In Anbetracht der derzeitigen Marktlage ist nicht nur die Verfügbarkeit von Materialien und Produktionszeiten als schwierig einzuordnen, sondern auch die Verfügbarkeit von Fachfirmen für die Umsetzung.

Beschlussvorschlag:

 

Die Verwaltung wird beauftragt, direkt im Anschluss an den noch zu tätigenden Erwerb der Landesfinanzschule die drei im Sachverhalt dargestellten Schritte 1 bis 3 nacheinander umzusetzen.

Finanz.
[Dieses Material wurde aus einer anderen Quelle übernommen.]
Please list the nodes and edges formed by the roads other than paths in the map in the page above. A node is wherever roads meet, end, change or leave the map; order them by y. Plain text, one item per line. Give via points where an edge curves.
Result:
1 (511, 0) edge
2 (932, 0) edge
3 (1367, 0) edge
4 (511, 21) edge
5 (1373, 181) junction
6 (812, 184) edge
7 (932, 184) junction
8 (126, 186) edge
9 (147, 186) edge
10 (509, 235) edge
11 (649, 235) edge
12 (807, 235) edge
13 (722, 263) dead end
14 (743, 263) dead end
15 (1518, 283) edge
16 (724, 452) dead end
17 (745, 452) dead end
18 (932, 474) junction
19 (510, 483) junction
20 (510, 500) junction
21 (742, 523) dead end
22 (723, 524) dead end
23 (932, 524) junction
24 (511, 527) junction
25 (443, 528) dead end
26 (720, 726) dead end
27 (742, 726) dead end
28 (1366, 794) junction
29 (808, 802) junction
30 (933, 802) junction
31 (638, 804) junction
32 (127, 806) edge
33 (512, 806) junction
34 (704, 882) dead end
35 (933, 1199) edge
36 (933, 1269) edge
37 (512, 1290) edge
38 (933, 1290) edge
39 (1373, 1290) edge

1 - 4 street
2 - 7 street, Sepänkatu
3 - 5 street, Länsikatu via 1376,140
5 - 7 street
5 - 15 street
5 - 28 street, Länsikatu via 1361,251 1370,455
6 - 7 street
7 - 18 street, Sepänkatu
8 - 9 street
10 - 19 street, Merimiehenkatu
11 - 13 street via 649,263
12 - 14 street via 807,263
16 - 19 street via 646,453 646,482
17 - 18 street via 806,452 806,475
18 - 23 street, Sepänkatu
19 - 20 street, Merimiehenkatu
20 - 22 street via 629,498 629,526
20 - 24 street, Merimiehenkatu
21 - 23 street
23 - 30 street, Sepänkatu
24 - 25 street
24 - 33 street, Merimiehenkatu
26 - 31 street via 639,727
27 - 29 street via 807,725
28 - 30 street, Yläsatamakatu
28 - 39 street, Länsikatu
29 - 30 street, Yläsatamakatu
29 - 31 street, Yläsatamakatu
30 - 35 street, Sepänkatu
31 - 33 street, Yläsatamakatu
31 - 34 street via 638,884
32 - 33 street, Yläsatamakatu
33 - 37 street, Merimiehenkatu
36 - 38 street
Auswirkung:

 

Schritt 1

Herstellung der Betriebssicherheit 1.Obergeschoss ehemalige Landesfinanzschule

143.000,00 € (Brutto) einfachste Ausführung längerfristige Nutzung

für 18 mögliche Unterbringungsplätze

 

Schritt 2

Sanierung der haustechnischen Anlagen

790.000,00 € (Brutto) ohne Unvorhergesehenes

 

Schritt 3

Gesamtinstandsetzung der Etagen EG; 2.-3.OG ehemaligen Landesfinanzschule

483.000,00 € (Brutto) ohne Unvorhergesehenes

für 70 mögliche Unterbringungsplätze

 

Soweit der Erwerb der Liegenschaft noch in 2022 erfolgt und die Herstellung der Betriebssicherheit des 1. OG bis zum 31.12.2022 beauftragt werden kann, sind außerplanmäßig Haushaltsmittel für die notwendigen Maßnahmen bereit zu stellen. Im Übrigen sind die Mittel im Haushalt 2023 einzuplanen. Ob eine investive Einplanung vorgenommen werden kann, muss noch geprüft werden.

Nachhaltigkeitseinschätzung:

 

Die Verwaltung wird Nachhaltigkeitsaspekte im Rahmen des Budgets einfließen lassen.